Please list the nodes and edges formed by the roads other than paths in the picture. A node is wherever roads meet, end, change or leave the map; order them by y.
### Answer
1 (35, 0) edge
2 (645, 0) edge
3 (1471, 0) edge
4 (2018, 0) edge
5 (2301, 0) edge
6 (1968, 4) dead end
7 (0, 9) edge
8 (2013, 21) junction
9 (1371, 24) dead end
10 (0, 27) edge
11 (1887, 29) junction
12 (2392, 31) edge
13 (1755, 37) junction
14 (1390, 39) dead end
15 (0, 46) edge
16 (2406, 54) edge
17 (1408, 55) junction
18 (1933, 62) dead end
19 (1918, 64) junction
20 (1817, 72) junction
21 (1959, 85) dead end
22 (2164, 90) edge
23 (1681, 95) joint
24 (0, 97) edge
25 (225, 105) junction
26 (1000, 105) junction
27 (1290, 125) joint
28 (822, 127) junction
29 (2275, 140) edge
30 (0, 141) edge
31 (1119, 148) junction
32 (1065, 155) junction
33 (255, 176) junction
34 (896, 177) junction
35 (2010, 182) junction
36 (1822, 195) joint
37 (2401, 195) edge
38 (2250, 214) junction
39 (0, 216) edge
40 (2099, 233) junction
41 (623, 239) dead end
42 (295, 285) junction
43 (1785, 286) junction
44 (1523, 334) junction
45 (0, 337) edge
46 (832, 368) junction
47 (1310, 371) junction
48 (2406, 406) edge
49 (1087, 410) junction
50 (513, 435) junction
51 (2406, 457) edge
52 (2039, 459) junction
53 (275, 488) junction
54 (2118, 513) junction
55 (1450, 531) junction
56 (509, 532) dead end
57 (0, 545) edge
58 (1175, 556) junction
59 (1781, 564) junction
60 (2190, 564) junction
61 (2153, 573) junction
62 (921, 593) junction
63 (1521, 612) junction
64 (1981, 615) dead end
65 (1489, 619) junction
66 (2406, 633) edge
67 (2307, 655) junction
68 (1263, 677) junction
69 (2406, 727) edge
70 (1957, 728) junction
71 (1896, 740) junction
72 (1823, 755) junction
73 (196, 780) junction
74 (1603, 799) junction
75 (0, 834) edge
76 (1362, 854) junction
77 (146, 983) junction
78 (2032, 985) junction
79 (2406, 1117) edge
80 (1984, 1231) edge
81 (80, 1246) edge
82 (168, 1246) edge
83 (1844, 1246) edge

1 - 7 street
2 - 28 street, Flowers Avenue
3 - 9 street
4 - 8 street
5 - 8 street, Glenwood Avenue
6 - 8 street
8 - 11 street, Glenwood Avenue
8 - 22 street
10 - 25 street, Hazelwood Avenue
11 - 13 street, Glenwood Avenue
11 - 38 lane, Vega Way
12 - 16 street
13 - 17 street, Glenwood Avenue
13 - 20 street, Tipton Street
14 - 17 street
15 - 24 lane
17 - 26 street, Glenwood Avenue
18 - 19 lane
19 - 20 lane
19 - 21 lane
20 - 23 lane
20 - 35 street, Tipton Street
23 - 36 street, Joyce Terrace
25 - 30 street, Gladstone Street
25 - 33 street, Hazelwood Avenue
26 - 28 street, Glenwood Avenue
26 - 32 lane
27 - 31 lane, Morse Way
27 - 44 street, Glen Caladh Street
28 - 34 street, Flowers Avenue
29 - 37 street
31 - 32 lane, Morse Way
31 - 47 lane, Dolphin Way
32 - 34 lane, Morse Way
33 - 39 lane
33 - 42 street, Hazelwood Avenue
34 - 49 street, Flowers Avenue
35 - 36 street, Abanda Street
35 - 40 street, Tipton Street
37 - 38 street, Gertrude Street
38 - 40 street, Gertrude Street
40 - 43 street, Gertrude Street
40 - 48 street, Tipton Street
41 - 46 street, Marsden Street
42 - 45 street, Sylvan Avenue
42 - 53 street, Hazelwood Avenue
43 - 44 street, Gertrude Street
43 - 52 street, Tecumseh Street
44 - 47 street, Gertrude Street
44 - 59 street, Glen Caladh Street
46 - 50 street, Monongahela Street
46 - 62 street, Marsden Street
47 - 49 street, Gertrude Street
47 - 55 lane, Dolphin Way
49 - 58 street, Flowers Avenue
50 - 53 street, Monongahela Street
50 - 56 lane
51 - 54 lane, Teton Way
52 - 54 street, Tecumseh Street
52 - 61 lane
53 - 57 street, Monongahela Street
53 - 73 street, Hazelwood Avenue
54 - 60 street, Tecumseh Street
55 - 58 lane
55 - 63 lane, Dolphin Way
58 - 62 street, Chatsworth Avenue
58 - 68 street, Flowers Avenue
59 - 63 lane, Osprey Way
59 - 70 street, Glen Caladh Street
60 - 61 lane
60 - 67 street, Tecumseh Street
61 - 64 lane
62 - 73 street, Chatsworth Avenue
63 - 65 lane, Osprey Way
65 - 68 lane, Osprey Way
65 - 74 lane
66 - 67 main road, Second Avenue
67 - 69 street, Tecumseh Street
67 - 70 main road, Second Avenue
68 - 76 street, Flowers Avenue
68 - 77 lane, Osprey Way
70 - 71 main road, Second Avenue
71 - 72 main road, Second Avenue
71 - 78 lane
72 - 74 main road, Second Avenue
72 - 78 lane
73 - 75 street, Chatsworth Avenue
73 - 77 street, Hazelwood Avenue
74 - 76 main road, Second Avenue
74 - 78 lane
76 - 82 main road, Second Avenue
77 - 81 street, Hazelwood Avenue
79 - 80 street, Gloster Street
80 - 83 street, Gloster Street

□ □ □ □ □ □ □

#### Work to complete:
Repeat, word for word, all the lines above.

#### Answer for this exercise:
Please list the nodes and edges formed by the roads other than paths in the picture. A node is wherever roads meet, end, change or leave the map; order them by y.
### Answer
1 (35, 0) edge
2 (645, 0) edge
3 (1471, 0) edge
4 (2018, 0) edge
5 (2301, 0) edge
6 (1968, 4) dead end
7 (0, 9) edge
8 (2013, 21) junction
9 (1371, 24) dead end
10 (0, 27) edge
11 (1887, 29) junction
12 (2392, 31) edge
13 (1755, 37) junction
14 (1390, 39) dead end
15 (0, 46) edge
16 (2406, 54) edge
17 (1408, 55) junction
18 (1933, 62) dead end
19 (1918, 64) junction
20 (1817, 72) junction
21 (1959, 85) dead end
22 (2164, 90) edge
23 (1681, 95) joint
24 (0, 97) edge
25 (225, 105) junction
26 (1000, 105) junction
27 (1290, 125) joint
28 (822, 127) junction
29 (2275, 140) edge
30 (0, 141) edge
31 (1119, 148) junction
32 (1065, 155) junction
33 (255, 176) junction
34 (896, 177) junction
35 (2010, 182) junction
36 (1822, 195) joint
37 (2401, 195) edge
38 (2250, 214) junction
39 (0, 216) edge
40 (2099, 233) junction
41 (623, 239) dead end
42 (295, 285) junction
43 (1785, 286) junction
44 (1523, 334) junction
45 (0, 337) edge
46 (832, 368) junction
47 (1310, 371) junction
48 (2406, 406) edge
49 (1087, 410) junction
50 (513, 435) junction
51 (2406, 457) edge
52 (2039, 459) junction
53 (275, 488) junction
54 (2118, 513) junction
55 (1450, 531) junction
56 (509, 532) dead end
57 (0, 545) edge
58 (1175, 556) junction
59 (1781, 564) junction
60 (2190, 564) junction
61 (2153, 573) junction
62 (921, 593) junction
63 (1521, 612) junction
64 (1981, 615) dead end
65 (1489, 619) junction
66 (2406, 633) edge
67 (2307, 655) junction
68 (1263, 677) junction
69 (2406, 727) edge
70 (1957, 728) junction
71 (1896, 740) junction
72 (1823, 755) junction
73 (196, 780) junction
74 (1603, 799) junction
75 (0, 834) edge
76 (1362, 854) junction
77 (146, 983) junction
78 (2032, 985) junction
79 (2406, 1117) edge
80 (1984, 1231) edge
81 (80, 1246) edge
82 (168, 1246) edge
83 (1844, 1246) edge

1 - 7 street
2 - 28 street, Flowers Avenue
3 - 9 street
4 - 8 street
5 - 8 street, Glenwood Avenue
6 - 8 street
8 - 11 street, Glenwood Avenue
8 - 22 street
10 - 25 street, Hazelwood Avenue
11 - 13 street, Glenwood Avenue
11 - 38 lane, Vega Way
12 - 16 street
13 - 17 street, Glenwood Avenue
13 - 20 street, Tipton Street
14 - 17 street
15 - 24 lane
17 - 26 street, Glenwood Avenue
18 - 19 lane
19 - 20 lane
19 - 21 lane
20 - 23 lane
20 - 35 street, Tipton Street
23 - 36 street, Joyce Terrace
25 - 30 street, Gladstone Street
25 - 33 street, Hazelwood Avenue
26 - 28 street, Glenwood Avenue
26 - 32 lane
27 - 31 lane, Morse Way
27 - 44 street, Glen Caladh Street
28 - 34 street, Flowers Avenue
29 - 37 street
31 - 32 lane, Morse Way
31 - 47 lane, Dolphin Way
32 - 34 lane, Morse Way
33 - 39 lane
33 - 42 street, Hazelwood Avenue
34 - 49 street, Flowers Avenue
35 - 36 street, Abanda Street
35 - 40 street, Tipton Street
37 - 38 street, Gertrude Street
38 - 40 street, Gertrude Street
40 - 43 street, Gertrude Street
40 - 48 street, Tipton Street
41 - 46 street, Marsden Street
42 - 45 street, Sylvan Avenue
42 - 53 street, Hazelwood Avenue
43 - 44 street, Gertrude Street
43 - 52 street, Tecumseh Street
44 - 47 street, Gertrude Street
44 - 59 street, Glen Caladh Street
46 - 50 street, Monongahela Street
46 - 62 street, Marsden Street
47 - 49 street, Gertrude Street
47 - 55 lane, Dolphin Way
49 - 58 street, Flowers Avenue
50 - 53 street, Monongahela Street
50 - 56 lane
51 - 54 lane, Teton Way
52 - 54 street, Tecumseh Street
52 - 61 lane
53 - 57 street, Monongahela Street
53 - 73 street, Hazelwood Avenue
54 - 60 street, Tecumseh Street
55 - 58 lane
55 - 63 lane, Dolphin Way
58 - 62 street, Chatsworth Avenue
58 - 68 street, Flowers Avenue
59 - 63 lane, Osprey Way
59 - 70 street, Glen Caladh Street
60 - 61 lane
60 - 67 street, Tecumseh Street
61 - 64 lane
62 - 73 street, Chatsworth Avenue
63 - 65 lane, Osprey Way
65 - 68 lane, Osprey Way
65 - 74 lane
66 - 67 main road, Second Avenue
67 - 69 street, Tecumseh Street
67 - 70 main road, Second Avenue
68 - 76 street, Flowers Avenue
68 - 77 lane, Osprey Way
70 - 71 main road, Second Avenue
71 - 72 main road, Second Avenue
71 - 78 lane
72 - 74 main road, Second Avenue
72 - 78 lane
73 - 75 street, Chatsworth Avenue
73 - 77 street, Hazelwood Avenue
74 - 76 main road, Second Avenue
74 - 78 lane
76 - 82 main road, Second Avenue
77 - 81 street, Hazelwood Avenue
79 - 80 street, Gloster Street
80 - 83 street, Gloster Street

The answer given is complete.